◆ **EXERCISE**:
Keep the pictures out, and restate the listing that follows exactly as written.

┌─ INFORMATION

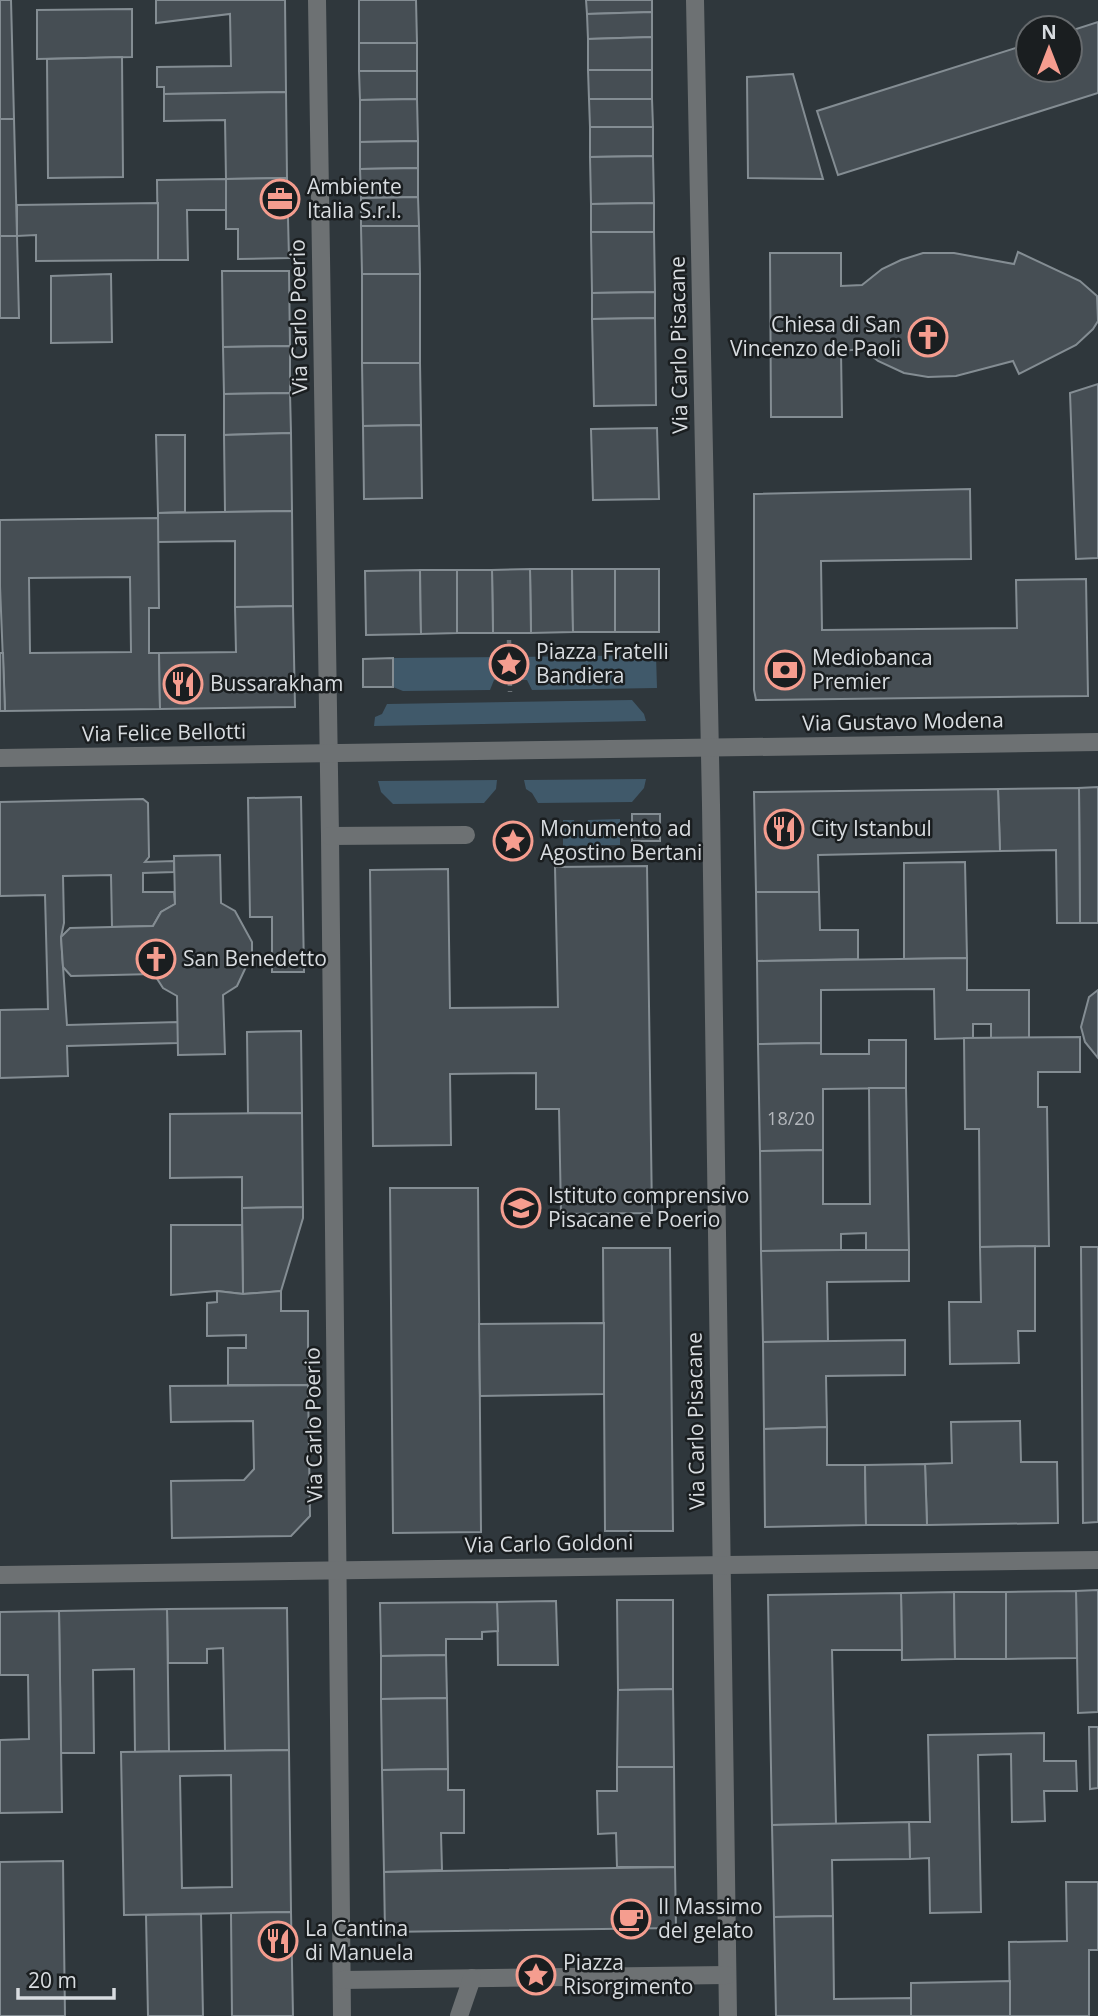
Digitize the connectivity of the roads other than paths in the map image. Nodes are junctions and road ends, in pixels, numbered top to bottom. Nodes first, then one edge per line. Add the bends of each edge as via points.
1 (317, 0) edge
2 (695, 0) edge
3 (1098, 742) edge
4 (710, 747) junction
5 (329, 752) junction
6 (0, 758) edge
7 (466, 835) dead end
8 (330, 836) junction
9 (1098, 1560) edge
10 (721, 1565) junction
11 (338, 1570) junction
12 (0, 1576) edge
13 (727, 1975) junction
14 (472, 1978) junction
15 (342, 1979) junction
16 (342, 2016) edge
17 (459, 2016) edge
18 (727, 2016) edge

1 - 5 street, Via Carlo Poerio
2 - 4 street, Via Carlo Pisacane
3 - 4 street, Via Gustavo Modena
4 - 5 street
4 - 10 street, Via Carlo Pisacane
5 - 6 street, Via Felice Bellotti
5 - 8 street
7 - 8 street
8 - 11 street, Via Carlo Poerio
9 - 10 street, Via Carlo Goldoni
10 - 11 street, Via Carlo Goldoni
10 - 13 street, Via Carlo Pisacane
11 - 12 street, Via Carlo Goldoni
11 - 15 street, Via Carlo Poerio
13 - 14 street
13 - 18 street
14 - 15 street
14 - 17 street
15 - 16 street

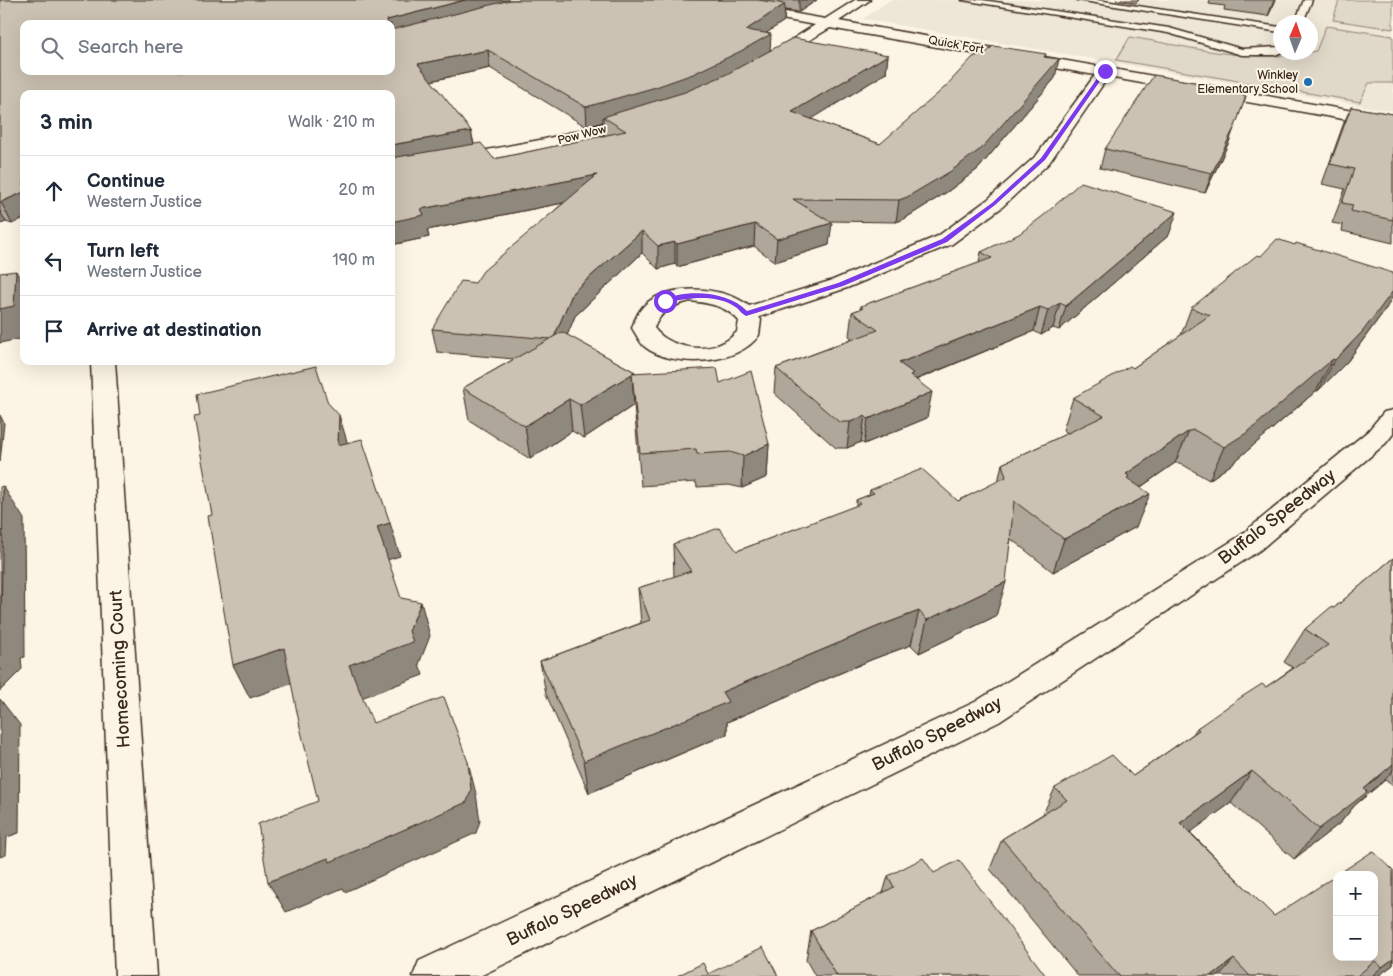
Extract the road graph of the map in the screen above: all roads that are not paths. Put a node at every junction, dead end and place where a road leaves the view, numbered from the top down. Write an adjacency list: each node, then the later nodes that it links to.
1 (696, 0): 9 (street, Quick Fort)
2 (864, 0): 9 (street)
3 (966, 0): 7 (lane)
4 (1027, 0): 7 (lane)
5 (1081, 0): 10 (lane)
6 (1308, 0): 8 (lane)
7 (1009, 7): 11 (lane)
8 (1302, 15)
9 (828, 23): 12 (street); 13 (street, Quick Fort)
10 (1273, 29)
11 (1273, 52)
12 (761, 65)
13 (1105, 71): 15 (street, Quick Fort); 17 (street)
14 (656, 113): 16 (street, Pow Wow)
15 (1393, 123)
16 (395, 172)
17 (746, 314)
18 (103, 365): 20 (street, Homecoming Court)
19 (1393, 418): 21 (street, Buffalo Speedway)
20 (136, 976)
21 (434, 976)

└─

◆ **ANSWER SECTION**:
Digitize the connectivity of the roads other than paths in the map image. Nodes are junctions and road ends, in pixels, numbered top to bottom. Nodes first, then one edge per line. Add the bends of each edge as via points.
1 (317, 0) edge
2 (695, 0) edge
3 (1098, 742) edge
4 (710, 747) junction
5 (329, 752) junction
6 (0, 758) edge
7 (466, 835) dead end
8 (330, 836) junction
9 (1098, 1560) edge
10 (721, 1565) junction
11 (338, 1570) junction
12 (0, 1576) edge
13 (727, 1975) junction
14 (472, 1978) junction
15 (342, 1979) junction
16 (342, 2016) edge
17 (459, 2016) edge
18 (727, 2016) edge

1 - 5 street, Via Carlo Poerio
2 - 4 street, Via Carlo Pisacane
3 - 4 street, Via Gustavo Modena
4 - 5 street
4 - 10 street, Via Carlo Pisacane
5 - 6 street, Via Felice Bellotti
5 - 8 street
7 - 8 street
8 - 11 street, Via Carlo Poerio
9 - 10 street, Via Carlo Goldoni
10 - 11 street, Via Carlo Goldoni
10 - 13 street, Via Carlo Pisacane
11 - 12 street, Via Carlo Goldoni
11 - 15 street, Via Carlo Poerio
13 - 14 street
13 - 18 street
14 - 15 street
14 - 17 street
15 - 16 street

Extract the road graph of the map in the screen above: all roads that are not paths. Put a node at every junction, dead end and place where a road leaves the view, numbered from the top down. Write an adjacency list: each node, then the later nodes that it links to.
1 (696, 0): 9 (street, Quick Fort)
2 (864, 0): 9 (street)
3 (966, 0): 7 (lane)
4 (1027, 0): 7 (lane)
5 (1081, 0): 10 (lane)
6 (1308, 0): 8 (lane)
7 (1009, 7): 11 (lane)
8 (1302, 15)
9 (828, 23): 12 (street); 13 (street, Quick Fort)
10 (1273, 29)
11 (1273, 52)
12 (761, 65)
13 (1105, 71): 15 (street, Quick Fort); 17 (street)
14 (656, 113): 16 (street, Pow Wow)
15 (1393, 123)
16 (395, 172)
17 (746, 314)
18 (103, 365): 20 (street, Homecoming Court)
19 (1393, 418): 21 (street, Buffalo Speedway)
20 (136, 976)
21 (434, 976)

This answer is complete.